Ketamine-assisted psychotherapy for posttraumatic stress disorder: a systematic review and individual participant data meta-analysis of predictors of treatment effects.
Judith Rohde, Tyler M Moore, Kathryn Walker, Shobi S Ahmed, Henry A MacConnel, Martin Krsak, Scott Shannon, Vivian W L Tsang, Shannon Dames, Marco Buchmann, Birgit Kleim, Erich Seifritz, Sebastian Olbrich, Georgios Schoretsanitis
Psychotherapy and psychosomatics June 19, 2026 Peer reviewed DOI: 10.1159/000553144 via PubMed
Summary
Combining ketamine with psychotherapy can lead to improvements in PTSD symptoms, particularly for those with higher baseline severity. The analysis of 12 studies involving 533 participants revealed that more psychotherapy sessions and ketamine treatments, as well as shorter treatment duration, were linked to greater symptom improvement.
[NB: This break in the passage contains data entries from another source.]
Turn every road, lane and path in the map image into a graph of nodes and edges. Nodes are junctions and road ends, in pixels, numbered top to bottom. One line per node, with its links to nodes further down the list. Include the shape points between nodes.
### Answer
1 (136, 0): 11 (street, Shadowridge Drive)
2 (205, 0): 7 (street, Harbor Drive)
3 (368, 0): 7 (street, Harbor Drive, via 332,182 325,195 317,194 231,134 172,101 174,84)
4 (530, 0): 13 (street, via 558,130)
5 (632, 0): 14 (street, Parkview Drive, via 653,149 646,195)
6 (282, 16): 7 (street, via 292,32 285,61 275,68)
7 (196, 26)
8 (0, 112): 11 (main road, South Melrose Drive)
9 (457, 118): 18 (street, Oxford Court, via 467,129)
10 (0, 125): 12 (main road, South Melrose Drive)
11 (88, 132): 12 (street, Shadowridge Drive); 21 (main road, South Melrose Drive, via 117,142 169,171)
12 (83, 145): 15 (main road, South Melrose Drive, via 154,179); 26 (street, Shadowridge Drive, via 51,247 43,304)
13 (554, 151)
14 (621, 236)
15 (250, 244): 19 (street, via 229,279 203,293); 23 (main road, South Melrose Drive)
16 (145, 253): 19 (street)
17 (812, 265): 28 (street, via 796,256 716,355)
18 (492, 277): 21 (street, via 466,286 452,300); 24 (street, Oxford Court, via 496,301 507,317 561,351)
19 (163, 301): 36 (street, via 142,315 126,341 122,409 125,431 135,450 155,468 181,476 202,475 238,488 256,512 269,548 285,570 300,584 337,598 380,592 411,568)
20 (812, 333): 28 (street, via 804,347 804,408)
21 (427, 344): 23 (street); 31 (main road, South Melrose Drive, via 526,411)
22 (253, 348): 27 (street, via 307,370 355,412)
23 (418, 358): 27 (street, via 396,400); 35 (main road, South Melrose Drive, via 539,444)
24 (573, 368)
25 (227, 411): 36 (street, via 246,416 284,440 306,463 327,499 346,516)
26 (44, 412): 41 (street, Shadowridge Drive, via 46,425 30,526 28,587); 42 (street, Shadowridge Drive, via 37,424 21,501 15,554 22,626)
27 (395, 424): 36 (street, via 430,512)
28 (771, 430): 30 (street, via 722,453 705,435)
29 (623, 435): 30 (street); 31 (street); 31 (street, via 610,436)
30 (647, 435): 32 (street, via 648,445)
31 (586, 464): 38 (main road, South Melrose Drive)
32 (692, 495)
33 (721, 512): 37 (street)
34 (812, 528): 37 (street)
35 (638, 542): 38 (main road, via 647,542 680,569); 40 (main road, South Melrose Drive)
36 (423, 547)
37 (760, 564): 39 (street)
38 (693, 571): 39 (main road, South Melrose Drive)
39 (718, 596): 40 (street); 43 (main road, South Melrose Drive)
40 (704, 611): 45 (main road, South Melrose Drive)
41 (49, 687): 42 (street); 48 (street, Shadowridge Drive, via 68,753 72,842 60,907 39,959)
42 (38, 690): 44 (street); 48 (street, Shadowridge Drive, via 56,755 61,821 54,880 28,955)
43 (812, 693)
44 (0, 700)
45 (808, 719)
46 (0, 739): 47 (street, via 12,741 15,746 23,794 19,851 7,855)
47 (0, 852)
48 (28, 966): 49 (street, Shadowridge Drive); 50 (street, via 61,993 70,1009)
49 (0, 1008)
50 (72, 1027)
However, most studies were of poor quality, indicating the need for further research to confirm these findings.
Study at a glance
| Design | systematic review and individual participant data meta-analysis |
|---|---|
| Sample size | 533 |
| Population | adults with posttraumatic stress disorder (PTSD) |
| Key finding | Higher baseline PTSD severity was identified as the most robust predictor of symptom reduction. |
Abstract
Ketamine combined with psychotherapy has shown promise in treating posttraumatic stress disorder (PTSD), but predictors of clinical benefit remain unclear. In this systematic review and individual participant data meta-analysis (IPDMA), we examined patient- and treatment-level predictors of PTSD symptom change after combined treatment. Eligible studies combined ketamine with psychotherapy in adults with PTSD. The primary outcome was PTSD symptom change on the PTSD Checklist for DSM-5 (PCL-5). We fit linear mixed-effects models with a random intercept for study and fixed effects for age, sex, baseline PCL-5, number of ketamine sessions, number of psychotherapy sessions, administration route, and treatment duration. Sex-stratified analyses and a quality-restricted sensitivity analysis were conducted. Twelve studies (533 participants) were included; nine were of poor quality. Greater improvement was associated with more psychotherapy (β = 1.03 per session) and more ketamine sessions (β = 1.15 per session), higher baseline symptom severity (β = 0.50 per PCL-5 point), and shorter treatment duration (β = -0.58 per week). Between-study heterogeneity was non-trivial (ICC ≈ 0.15). In sex-stratified models, number of psychotherapy sessions, baseline severity, and shorter treatment duration remained associated with improvement in both sexes. In the sensitivity analysis (n = 63), baseline severity was the only significant predictor of treatment outcome. Higher baseline PTSD severity was the most robust predictor of symptom reduction. Session intensity and treatment timing may matter, but associations should be interpreted cautiously given the predominance of poor-quality studies and require replication in prospective trials with standardized protocols and longer follow-up.